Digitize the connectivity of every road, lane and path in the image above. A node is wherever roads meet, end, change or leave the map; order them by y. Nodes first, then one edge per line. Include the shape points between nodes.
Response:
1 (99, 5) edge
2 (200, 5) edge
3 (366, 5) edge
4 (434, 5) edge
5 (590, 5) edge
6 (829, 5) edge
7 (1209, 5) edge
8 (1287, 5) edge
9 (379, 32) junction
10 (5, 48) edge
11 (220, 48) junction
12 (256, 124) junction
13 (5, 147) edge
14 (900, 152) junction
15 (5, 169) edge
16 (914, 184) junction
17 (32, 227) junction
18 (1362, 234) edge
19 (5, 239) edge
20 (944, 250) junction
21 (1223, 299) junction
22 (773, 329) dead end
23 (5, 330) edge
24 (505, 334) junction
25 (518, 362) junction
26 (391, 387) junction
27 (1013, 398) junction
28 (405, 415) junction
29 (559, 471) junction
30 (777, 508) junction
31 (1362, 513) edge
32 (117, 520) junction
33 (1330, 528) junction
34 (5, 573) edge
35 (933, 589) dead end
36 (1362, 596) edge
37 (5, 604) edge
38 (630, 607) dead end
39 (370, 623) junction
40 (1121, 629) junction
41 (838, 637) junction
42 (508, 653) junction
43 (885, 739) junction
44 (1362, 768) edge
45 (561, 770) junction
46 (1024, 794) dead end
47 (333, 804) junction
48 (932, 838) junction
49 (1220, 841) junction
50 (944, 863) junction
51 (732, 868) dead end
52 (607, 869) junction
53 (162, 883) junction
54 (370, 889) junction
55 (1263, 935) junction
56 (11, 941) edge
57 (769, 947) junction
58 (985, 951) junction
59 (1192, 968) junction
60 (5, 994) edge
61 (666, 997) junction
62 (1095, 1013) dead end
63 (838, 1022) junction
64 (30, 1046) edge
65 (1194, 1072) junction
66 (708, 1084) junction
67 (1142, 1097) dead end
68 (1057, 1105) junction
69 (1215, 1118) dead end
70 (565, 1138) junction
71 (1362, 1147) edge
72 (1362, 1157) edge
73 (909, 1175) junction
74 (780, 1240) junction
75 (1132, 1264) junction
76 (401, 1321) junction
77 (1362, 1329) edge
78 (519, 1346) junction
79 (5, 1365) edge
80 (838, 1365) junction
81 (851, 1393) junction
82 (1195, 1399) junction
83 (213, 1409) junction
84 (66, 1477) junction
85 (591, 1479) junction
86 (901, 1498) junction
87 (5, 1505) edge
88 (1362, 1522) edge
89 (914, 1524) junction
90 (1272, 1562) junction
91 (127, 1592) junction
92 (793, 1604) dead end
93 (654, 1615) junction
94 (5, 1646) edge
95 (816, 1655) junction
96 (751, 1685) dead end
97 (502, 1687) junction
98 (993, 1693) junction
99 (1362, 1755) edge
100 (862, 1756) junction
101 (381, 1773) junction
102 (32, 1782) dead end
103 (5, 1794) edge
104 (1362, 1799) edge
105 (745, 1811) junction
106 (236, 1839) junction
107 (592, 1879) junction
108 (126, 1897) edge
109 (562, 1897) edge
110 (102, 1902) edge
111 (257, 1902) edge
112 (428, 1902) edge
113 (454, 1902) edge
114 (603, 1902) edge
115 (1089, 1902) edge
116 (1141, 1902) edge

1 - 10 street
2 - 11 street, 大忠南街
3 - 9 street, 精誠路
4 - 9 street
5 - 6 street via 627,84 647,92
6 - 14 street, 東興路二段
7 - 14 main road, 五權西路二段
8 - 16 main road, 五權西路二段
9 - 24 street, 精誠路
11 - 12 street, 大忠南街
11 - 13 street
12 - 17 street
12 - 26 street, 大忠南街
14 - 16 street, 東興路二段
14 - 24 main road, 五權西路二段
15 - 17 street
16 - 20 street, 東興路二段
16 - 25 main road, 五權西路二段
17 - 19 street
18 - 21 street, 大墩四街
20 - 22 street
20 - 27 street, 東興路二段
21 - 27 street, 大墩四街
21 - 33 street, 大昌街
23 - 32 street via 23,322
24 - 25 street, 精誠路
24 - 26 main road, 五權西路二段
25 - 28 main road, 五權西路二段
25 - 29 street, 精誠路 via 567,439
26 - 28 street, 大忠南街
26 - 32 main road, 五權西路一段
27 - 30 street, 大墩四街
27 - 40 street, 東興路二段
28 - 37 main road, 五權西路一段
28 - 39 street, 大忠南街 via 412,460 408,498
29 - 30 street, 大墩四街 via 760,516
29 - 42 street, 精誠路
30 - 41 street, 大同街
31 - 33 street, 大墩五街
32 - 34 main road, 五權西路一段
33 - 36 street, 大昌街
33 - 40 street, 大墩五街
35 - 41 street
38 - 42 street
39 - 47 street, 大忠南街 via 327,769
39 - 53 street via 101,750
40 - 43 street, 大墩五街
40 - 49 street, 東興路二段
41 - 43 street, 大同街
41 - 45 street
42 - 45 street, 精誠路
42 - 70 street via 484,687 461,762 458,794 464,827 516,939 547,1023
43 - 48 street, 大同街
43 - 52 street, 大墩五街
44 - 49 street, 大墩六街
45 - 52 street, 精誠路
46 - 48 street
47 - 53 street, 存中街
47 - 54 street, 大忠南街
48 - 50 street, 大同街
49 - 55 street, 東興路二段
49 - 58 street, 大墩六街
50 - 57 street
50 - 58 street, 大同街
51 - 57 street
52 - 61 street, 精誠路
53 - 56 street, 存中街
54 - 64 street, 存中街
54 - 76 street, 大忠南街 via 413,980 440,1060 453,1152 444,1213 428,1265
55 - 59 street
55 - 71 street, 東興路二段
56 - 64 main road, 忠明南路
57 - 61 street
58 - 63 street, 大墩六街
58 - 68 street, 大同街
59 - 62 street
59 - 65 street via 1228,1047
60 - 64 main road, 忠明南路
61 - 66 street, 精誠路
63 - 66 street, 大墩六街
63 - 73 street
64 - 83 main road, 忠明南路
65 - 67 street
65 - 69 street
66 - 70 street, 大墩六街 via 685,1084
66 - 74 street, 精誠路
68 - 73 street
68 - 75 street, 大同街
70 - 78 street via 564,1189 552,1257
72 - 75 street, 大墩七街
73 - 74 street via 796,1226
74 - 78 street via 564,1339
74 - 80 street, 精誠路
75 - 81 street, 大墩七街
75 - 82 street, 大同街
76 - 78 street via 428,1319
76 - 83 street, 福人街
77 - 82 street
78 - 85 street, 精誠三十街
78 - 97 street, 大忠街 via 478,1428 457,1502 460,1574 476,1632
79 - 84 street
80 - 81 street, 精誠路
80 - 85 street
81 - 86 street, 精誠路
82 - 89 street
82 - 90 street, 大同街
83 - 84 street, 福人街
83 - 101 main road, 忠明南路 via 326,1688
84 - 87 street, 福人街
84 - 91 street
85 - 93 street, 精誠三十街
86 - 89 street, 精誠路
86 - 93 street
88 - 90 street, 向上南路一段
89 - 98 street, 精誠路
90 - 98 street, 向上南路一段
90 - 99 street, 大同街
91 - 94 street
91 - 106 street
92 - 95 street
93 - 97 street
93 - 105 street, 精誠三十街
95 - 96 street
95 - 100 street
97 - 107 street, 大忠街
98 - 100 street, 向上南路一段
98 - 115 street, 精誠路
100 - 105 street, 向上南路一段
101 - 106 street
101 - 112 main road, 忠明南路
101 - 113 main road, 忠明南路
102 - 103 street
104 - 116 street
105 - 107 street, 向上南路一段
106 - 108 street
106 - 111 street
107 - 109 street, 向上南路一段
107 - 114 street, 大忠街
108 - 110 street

______________________________

- **PROMPT**: Your output should match the records above word for word.

- **RESPONSE**:
Digitize the connectivity of every road, lane and path in the image above. A node is wherever roads meet, end, change or leave the map; order them by y. Nodes first, then one edge per line. Include the shape points between nodes.
Response:
1 (99, 5) edge
2 (200, 5) edge
3 (366, 5) edge
4 (434, 5) edge
5 (590, 5) edge
6 (829, 5) edge
7 (1209, 5) edge
8 (1287, 5) edge
9 (379, 32) junction
10 (5, 48) edge
11 (220, 48) junction
12 (256, 124) junction
13 (5, 147) edge
14 (900, 152) junction
15 (5, 169) edge
16 (914, 184) junction
17 (32, 227) junction
18 (1362, 234) edge
19 (5, 239) edge
20 (944, 250) junction
21 (1223, 299) junction
22 (773, 329) dead end
23 (5, 330) edge
24 (505, 334) junction
25 (518, 362) junction
26 (391, 387) junction
27 (1013, 398) junction
28 (405, 415) junction
29 (559, 471) junction
30 (777, 508) junction
31 (1362, 513) edge
32 (117, 520) junction
33 (1330, 528) junction
34 (5, 573) edge
35 (933, 589) dead end
36 (1362, 596) edge
37 (5, 604) edge
38 (630, 607) dead end
39 (370, 623) junction
40 (1121, 629) junction
41 (838, 637) junction
42 (508, 653) junction
43 (885, 739) junction
44 (1362, 768) edge
45 (561, 770) junction
46 (1024, 794) dead end
47 (333, 804) junction
48 (932, 838) junction
49 (1220, 841) junction
50 (944, 863) junction
51 (732, 868) dead end
52 (607, 869) junction
53 (162, 883) junction
54 (370, 889) junction
55 (1263, 935) junction
56 (11, 941) edge
57 (769, 947) junction
58 (985, 951) junction
59 (1192, 968) junction
60 (5, 994) edge
61 (666, 997) junction
62 (1095, 1013) dead end
63 (838, 1022) junction
64 (30, 1046) edge
65 (1194, 1072) junction
66 (708, 1084) junction
67 (1142, 1097) dead end
68 (1057, 1105) junction
69 (1215, 1118) dead end
70 (565, 1138) junction
71 (1362, 1147) edge
72 (1362, 1157) edge
73 (909, 1175) junction
74 (780, 1240) junction
75 (1132, 1264) junction
76 (401, 1321) junction
77 (1362, 1329) edge
78 (519, 1346) junction
79 (5, 1365) edge
80 (838, 1365) junction
81 (851, 1393) junction
82 (1195, 1399) junction
83 (213, 1409) junction
84 (66, 1477) junction
85 (591, 1479) junction
86 (901, 1498) junction
87 (5, 1505) edge
88 (1362, 1522) edge
89 (914, 1524) junction
90 (1272, 1562) junction
91 (127, 1592) junction
92 (793, 1604) dead end
93 (654, 1615) junction
94 (5, 1646) edge
95 (816, 1655) junction
96 (751, 1685) dead end
97 (502, 1687) junction
98 (993, 1693) junction
99 (1362, 1755) edge
100 (862, 1756) junction
101 (381, 1773) junction
102 (32, 1782) dead end
103 (5, 1794) edge
104 (1362, 1799) edge
105 (745, 1811) junction
106 (236, 1839) junction
107 (592, 1879) junction
108 (126, 1897) edge
109 (562, 1897) edge
110 (102, 1902) edge
111 (257, 1902) edge
112 (428, 1902) edge
113 (454, 1902) edge
114 (603, 1902) edge
115 (1089, 1902) edge
116 (1141, 1902) edge

1 - 10 street
2 - 11 street, 大忠南街
3 - 9 street, 精誠路
4 - 9 street
5 - 6 street via 627,84 647,92
6 - 14 street, 東興路二段
7 - 14 main road, 五權西路二段
8 - 16 main road, 五權西路二段
9 - 24 street, 精誠路
11 - 12 street, 大忠南街
11 - 13 street
12 - 17 street
12 - 26 street, 大忠南街
14 - 16 street, 東興路二段
14 - 24 main road, 五權西路二段
15 - 17 street
16 - 20 street, 東興路二段
16 - 25 main road, 五權西路二段
17 - 19 street
18 - 21 street, 大墩四街
20 - 22 street
20 - 27 street, 東興路二段
21 - 27 street, 大墩四街
21 - 33 street, 大昌街
23 - 32 street via 23,322
24 - 25 street, 精誠路
24 - 26 main road, 五權西路二段
25 - 28 main road, 五權西路二段
25 - 29 street, 精誠路 via 567,439
26 - 28 street, 大忠南街
26 - 32 main road, 五權西路一段
27 - 30 street, 大墩四街
27 - 40 street, 東興路二段
28 - 37 main road, 五權西路一段
28 - 39 street, 大忠南街 via 412,460 408,498
29 - 30 street, 大墩四街 via 760,516
29 - 42 street, 精誠路
30 - 41 street, 大同街
31 - 33 street, 大墩五街
32 - 34 main road, 五權西路一段
33 - 36 street, 大昌街
33 - 40 street, 大墩五街
35 - 41 street
38 - 42 street
39 - 47 street, 大忠南街 via 327,769
39 - 53 street via 101,750
40 - 43 street, 大墩五街
40 - 49 street, 東興路二段
41 - 43 street, 大同街
41 - 45 street
42 - 45 street, 精誠路
42 - 70 street via 484,687 461,762 458,794 464,827 516,939 547,1023
43 - 48 street, 大同街
43 - 52 street, 大墩五街
44 - 49 street, 大墩六街
45 - 52 street, 精誠路
46 - 48 street
47 - 53 street, 存中街
47 - 54 street, 大忠南街
48 - 50 street, 大同街
49 - 55 street, 東興路二段
49 - 58 street, 大墩六街
50 - 57 street
50 - 58 street, 大同街
51 - 57 street
52 - 61 street, 精誠路
53 - 56 street, 存中街
54 - 64 street, 存中街
54 - 76 street, 大忠南街 via 413,980 440,1060 453,1152 444,1213 428,1265
55 - 59 street
55 - 71 street, 東興路二段
56 - 64 main road, 忠明南路
57 - 61 street
58 - 63 street, 大墩六街
58 - 68 street, 大同街
59 - 62 street
59 - 65 street via 1228,1047
60 - 64 main road, 忠明南路
61 - 66 street, 精誠路
63 - 66 street, 大墩六街
63 - 73 street
64 - 83 main road, 忠明南路
65 - 67 street
65 - 69 street
66 - 70 street, 大墩六街 via 685,1084
66 - 74 street, 精誠路
68 - 73 street
68 - 75 street, 大同街
70 - 78 street via 564,1189 552,1257
72 - 75 street, 大墩七街
73 - 74 street via 796,1226
74 - 78 street via 564,1339
74 - 80 street, 精誠路
75 - 81 street, 大墩七街
75 - 82 street, 大同街
76 - 78 street via 428,1319
76 - 83 street, 福人街
77 - 82 street
78 - 85 street, 精誠三十街
78 - 97 street, 大忠街 via 478,1428 457,1502 460,1574 476,1632
79 - 84 street
80 - 81 street, 精誠路
80 - 85 street
81 - 86 street, 精誠路
82 - 89 street
82 - 90 street, 大同街
83 - 84 street, 福人街
83 - 101 main road, 忠明南路 via 326,1688
84 - 87 street, 福人街
84 - 91 street
85 - 93 street, 精誠三十街
86 - 89 street, 精誠路
86 - 93 street
88 - 90 street, 向上南路一段
89 - 98 street, 精誠路
90 - 98 street, 向上南路一段
90 - 99 street, 大同街
91 - 94 street
91 - 106 street
92 - 95 street
93 - 97 street
93 - 105 street, 精誠三十街
95 - 96 street
95 - 100 street
97 - 107 street, 大忠街
98 - 100 street, 向上南路一段
98 - 115 street, 精誠路
100 - 105 street, 向上南路一段
101 - 106 street
101 - 112 main road, 忠明南路
101 - 113 main road, 忠明南路
102 - 103 street
104 - 116 street
105 - 107 street, 向上南路一段
106 - 108 street
106 - 111 street
107 - 109 street, 向上南路一段
107 - 114 street, 大忠街
108 - 110 street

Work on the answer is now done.